As a beginning here’s my two chip 1806 circuit on a breadboard.  I’m using a non-volatile RAM that I programmed using an olduino so I don’t need load mode or a ROM.  I’m not using the upper address bits at the moment so no latch. I’ll next add the address latch and then gating to stop random writes to low memory.

17-09-25 twochip2

UPDATE: I am not getting a solid power on reset with that circuit.
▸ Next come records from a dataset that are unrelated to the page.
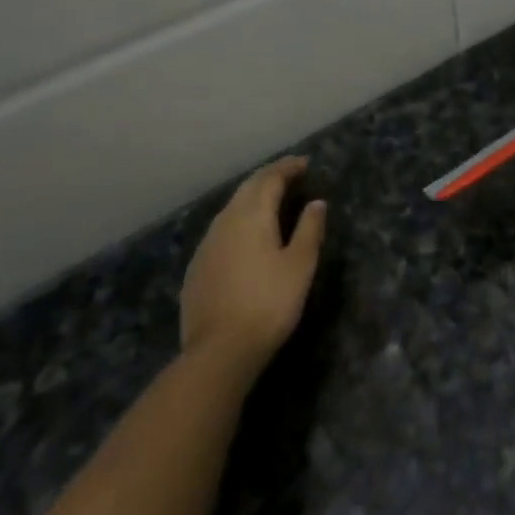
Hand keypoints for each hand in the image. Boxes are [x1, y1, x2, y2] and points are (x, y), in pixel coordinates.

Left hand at [180, 156, 325, 366]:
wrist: (219, 351)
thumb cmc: (269, 303)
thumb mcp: (300, 265)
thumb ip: (309, 229)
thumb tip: (316, 203)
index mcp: (252, 216)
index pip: (270, 179)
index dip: (288, 168)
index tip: (305, 163)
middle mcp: (225, 222)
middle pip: (247, 189)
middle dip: (269, 177)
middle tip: (290, 174)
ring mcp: (206, 245)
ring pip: (231, 208)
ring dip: (252, 197)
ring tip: (271, 199)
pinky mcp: (197, 268)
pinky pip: (221, 230)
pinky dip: (238, 220)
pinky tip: (246, 234)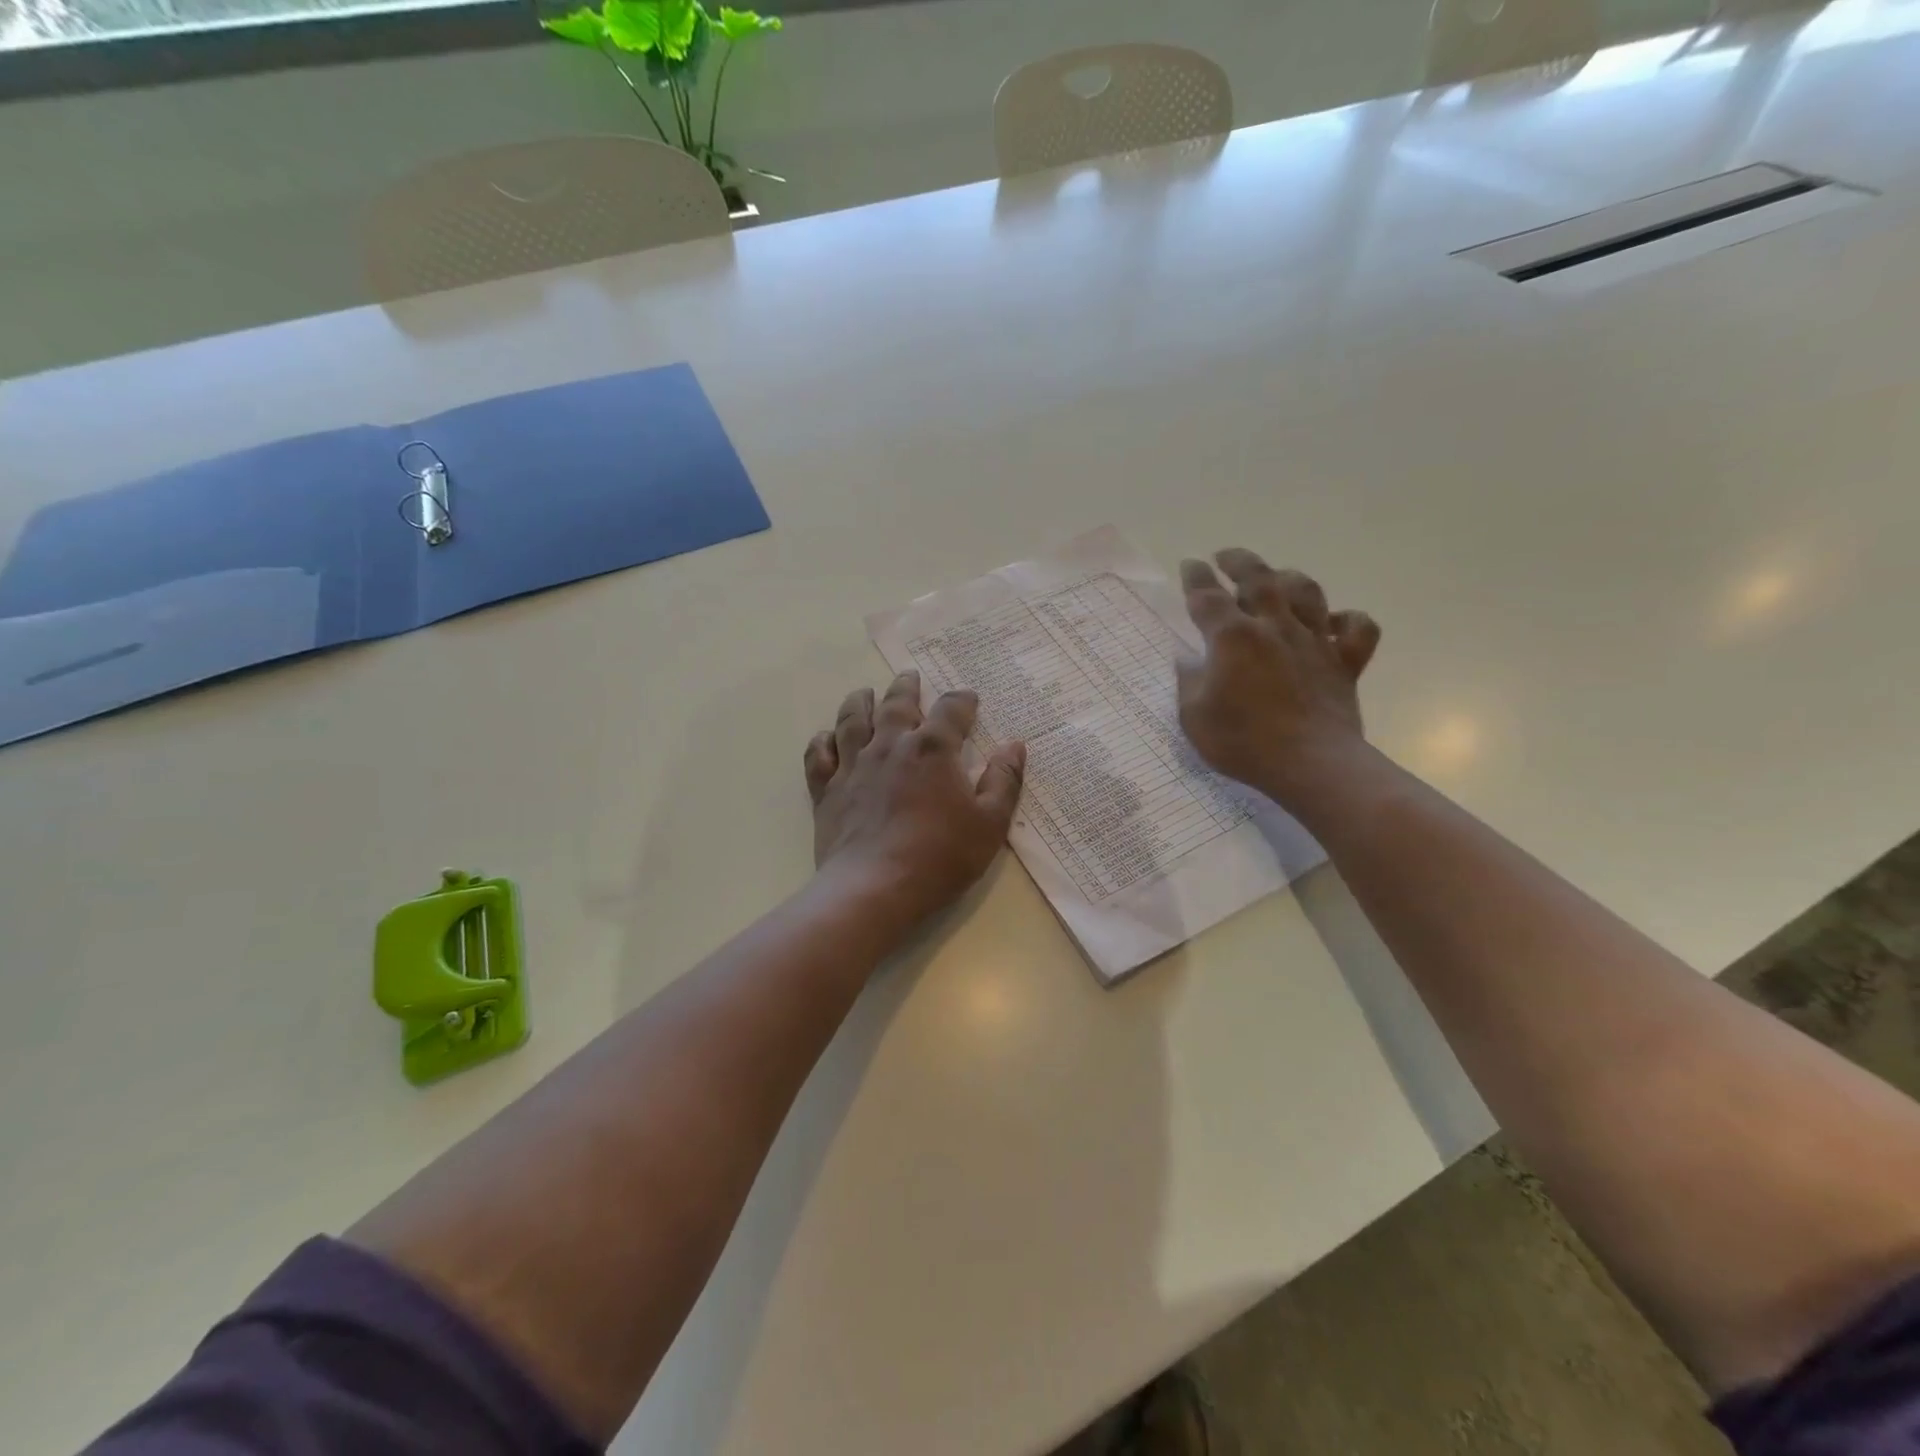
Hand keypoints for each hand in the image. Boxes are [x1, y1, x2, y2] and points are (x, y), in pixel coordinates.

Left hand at [803, 671, 1026, 928]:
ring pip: (853, 720)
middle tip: (910, 677)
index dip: (962, 701)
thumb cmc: (940, 857)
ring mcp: (854, 765)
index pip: (951, 710)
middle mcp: (890, 745)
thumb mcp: (989, 824)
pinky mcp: (827, 790)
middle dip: (906, 687)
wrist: (873, 888)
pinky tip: (827, 737)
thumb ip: (1004, 782)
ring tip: (865, 693)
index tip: (968, 698)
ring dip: (860, 702)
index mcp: (932, 749)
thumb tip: (1015, 746)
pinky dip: (823, 741)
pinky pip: (819, 755)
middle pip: (897, 703)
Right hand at [1176, 548, 1380, 809]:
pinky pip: (1355, 629)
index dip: (1195, 577)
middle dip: (1239, 561)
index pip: (1207, 596)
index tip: (1190, 565)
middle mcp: (1273, 627)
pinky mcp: (1344, 662)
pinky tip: (1332, 624)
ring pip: (1306, 592)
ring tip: (1276, 579)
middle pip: (1258, 578)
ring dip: (1289, 578)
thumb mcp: (1193, 716)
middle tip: (1226, 556)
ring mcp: (1313, 641)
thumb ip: (1188, 682)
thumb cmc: (1243, 742)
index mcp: (1232, 638)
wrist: (1311, 764)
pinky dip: (1346, 620)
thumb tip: (1187, 660)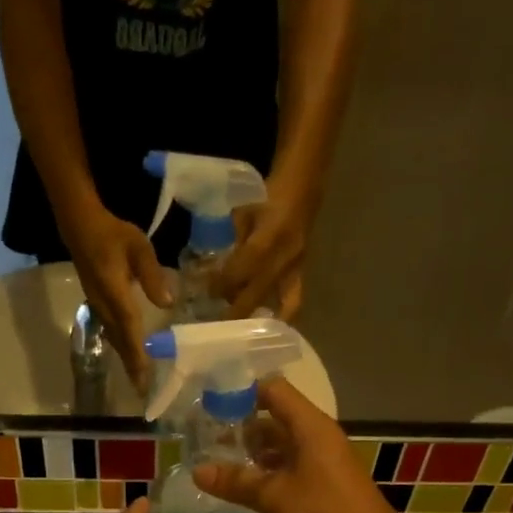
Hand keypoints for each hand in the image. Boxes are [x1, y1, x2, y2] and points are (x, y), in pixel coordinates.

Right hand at [61, 202, 172, 389]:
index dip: (138, 355)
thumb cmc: (112, 234)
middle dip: (132, 367)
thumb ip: (152, 274)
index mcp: (114, 293)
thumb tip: (167, 303)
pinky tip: (129, 354)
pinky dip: (122, 346)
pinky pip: (111, 332)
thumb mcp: (138, 246)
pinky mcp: (98, 304)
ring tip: (137, 380)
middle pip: (120, 342)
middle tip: (143, 391)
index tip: (144, 377)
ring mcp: (98, 306)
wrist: (80, 226)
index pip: (129, 329)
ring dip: (126, 360)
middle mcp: (104, 306)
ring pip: (114, 339)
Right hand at [192, 378, 410, 512]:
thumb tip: (198, 470)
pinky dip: (265, 475)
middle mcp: (316, 439)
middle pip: (274, 419)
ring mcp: (321, 464)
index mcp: (310, 427)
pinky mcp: (322, 488)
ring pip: (280, 448)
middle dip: (240, 428)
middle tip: (202, 440)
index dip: (241, 392)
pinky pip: (288, 471)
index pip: (273, 390)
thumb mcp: (273, 497)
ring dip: (251, 455)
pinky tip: (240, 490)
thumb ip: (236, 482)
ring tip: (214, 465)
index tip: (208, 404)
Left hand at [218, 190, 313, 319]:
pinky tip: (270, 325)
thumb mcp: (243, 212)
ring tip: (240, 328)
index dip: (222, 284)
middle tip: (218, 324)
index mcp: (266, 240)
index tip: (208, 293)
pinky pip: (294, 301)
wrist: (304, 185)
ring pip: (277, 304)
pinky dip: (282, 316)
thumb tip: (216, 265)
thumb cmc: (268, 193)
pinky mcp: (302, 271)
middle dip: (235, 311)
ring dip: (257, 315)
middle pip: (255, 294)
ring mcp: (295, 267)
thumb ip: (233, 241)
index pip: (240, 272)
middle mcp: (283, 258)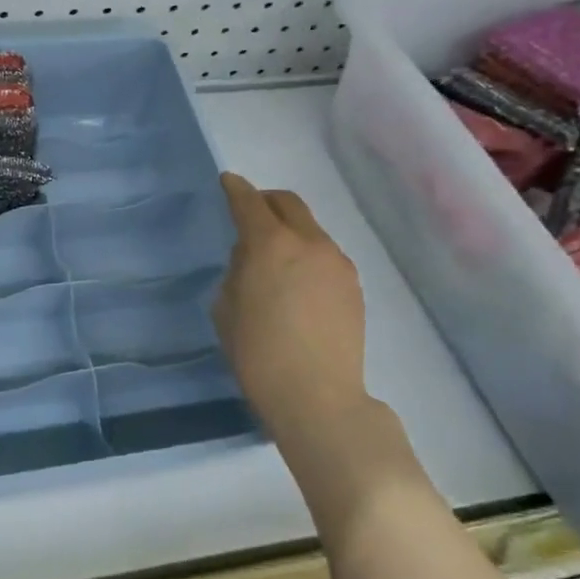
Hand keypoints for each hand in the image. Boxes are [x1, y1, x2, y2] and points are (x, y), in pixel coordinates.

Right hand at [214, 173, 372, 451]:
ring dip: (289, 230)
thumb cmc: (257, 354)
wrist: (317, 396)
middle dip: (266, 201)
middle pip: (288, 203)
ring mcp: (337, 263)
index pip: (249, 202)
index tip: (227, 182)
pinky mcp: (353, 285)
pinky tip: (297, 284)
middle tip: (250, 213)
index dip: (235, 189)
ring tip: (274, 258)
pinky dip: (307, 254)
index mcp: (270, 245)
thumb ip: (237, 271)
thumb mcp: (226, 309)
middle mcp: (309, 243)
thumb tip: (252, 258)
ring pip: (310, 229)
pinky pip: (325, 255)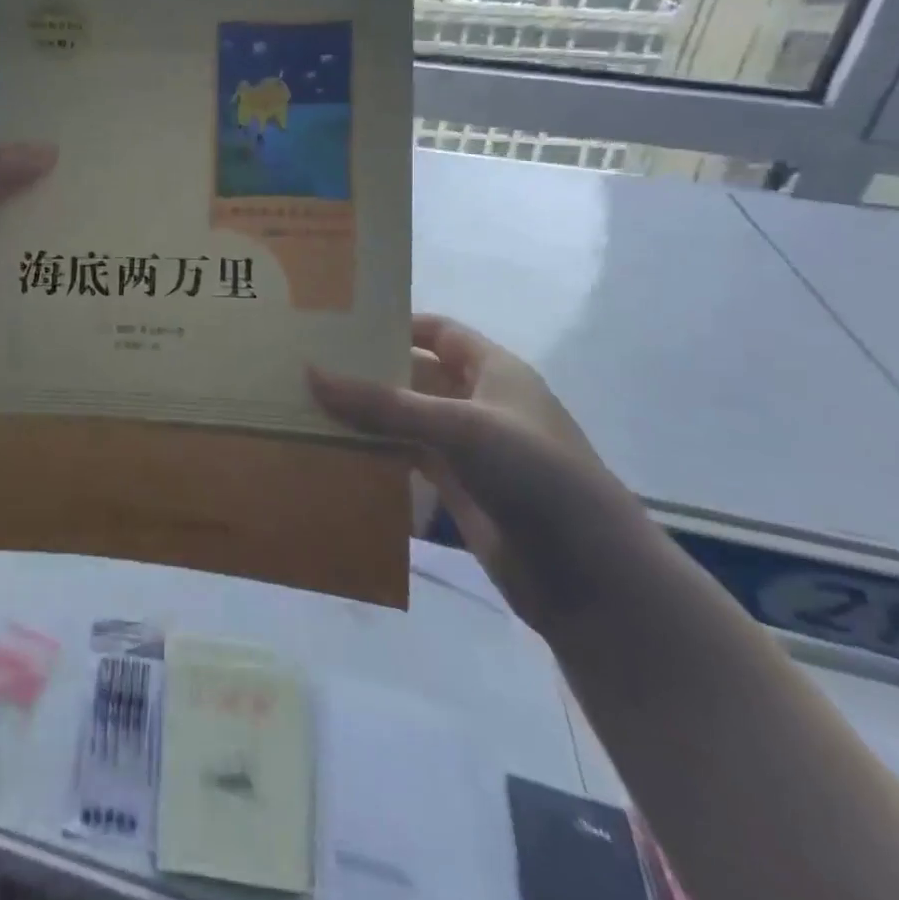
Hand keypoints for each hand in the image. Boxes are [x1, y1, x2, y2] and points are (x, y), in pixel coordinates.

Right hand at [310, 315, 655, 634]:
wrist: (590, 576)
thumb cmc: (533, 474)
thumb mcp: (457, 426)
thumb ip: (384, 403)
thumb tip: (312, 373)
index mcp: (494, 371)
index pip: (439, 331)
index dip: (395, 324)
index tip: (340, 326)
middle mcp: (480, 402)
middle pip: (416, 375)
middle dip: (369, 371)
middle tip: (309, 366)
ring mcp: (469, 449)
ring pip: (407, 420)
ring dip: (367, 416)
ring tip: (308, 406)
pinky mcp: (458, 490)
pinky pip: (408, 459)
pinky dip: (376, 454)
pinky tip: (334, 451)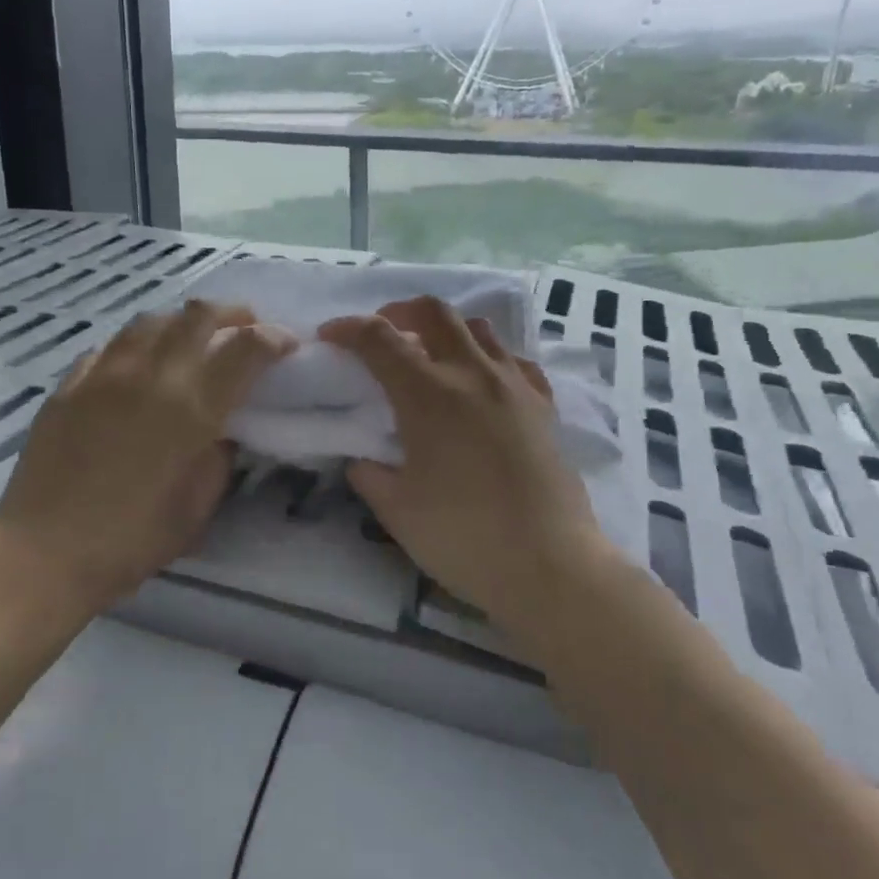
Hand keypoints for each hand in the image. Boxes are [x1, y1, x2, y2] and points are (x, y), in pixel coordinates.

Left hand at [0, 301, 295, 613]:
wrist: (44, 553)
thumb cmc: (131, 540)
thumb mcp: (197, 508)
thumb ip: (219, 458)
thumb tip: (222, 429)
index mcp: (191, 408)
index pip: (245, 350)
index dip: (273, 339)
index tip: (286, 344)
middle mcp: (151, 376)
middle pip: (198, 316)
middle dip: (232, 314)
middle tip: (245, 327)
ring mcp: (104, 374)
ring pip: (151, 320)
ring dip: (182, 321)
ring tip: (191, 338)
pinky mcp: (69, 384)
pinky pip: (110, 345)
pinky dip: (137, 344)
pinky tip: (138, 363)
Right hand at [321, 297, 622, 637]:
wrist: (550, 566)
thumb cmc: (463, 537)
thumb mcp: (396, 510)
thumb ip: (369, 474)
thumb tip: (362, 459)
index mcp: (428, 395)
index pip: (378, 339)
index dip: (347, 328)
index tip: (329, 337)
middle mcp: (472, 375)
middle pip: (433, 312)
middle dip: (398, 312)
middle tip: (381, 334)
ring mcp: (514, 386)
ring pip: (478, 328)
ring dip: (444, 330)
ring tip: (430, 356)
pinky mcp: (544, 406)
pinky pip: (514, 360)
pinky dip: (488, 358)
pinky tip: (481, 384)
I occasionally get a glitch on /CLEAR. It seems there’s major hysteresis in the circuit.  /Clear takes 20 ms to go high with +V but >200ms to go low when +V goes away.  If power comes back within that 200ms it glitches.

Bye-bye mystery circuit

I need a breadboard to start building my three chip wonder so I pulled this off my dead project shelf and I’m cannibalizing it. I honestly have no idea what it was meant to be. I sort of recall a standalone 1802 project that got out of control and got shelved but I don’t see a 40 pin footprint on there and there’s a pin marked miso which doesn’t make a lot of sense. There is a 28 pin ram that supports the 1802 idea but anyway bygones.

Dinosaur Chip

That’s my original 1802 chip in ceramic with gold pins. It’s 40 years old and has been in and out of more circuits than I can count. It’s notably thinner than its later plastic counterparts- I’m surprised I haven’t broken it by now.

And There We Go – UV EPROM Succumbs to Sunlight

17-09-03 erased eprom
So in the end it took about 8 days of mostly sunny weather outdoors on a south-facing window-sill to clear all of the CY27C256. It also got briefly rained on then dried off with rubbing alcohol but i doubt that had any effect.
Actually there are STILL some uncleared locations in the eprom. It’s fine for testing if i’m careful.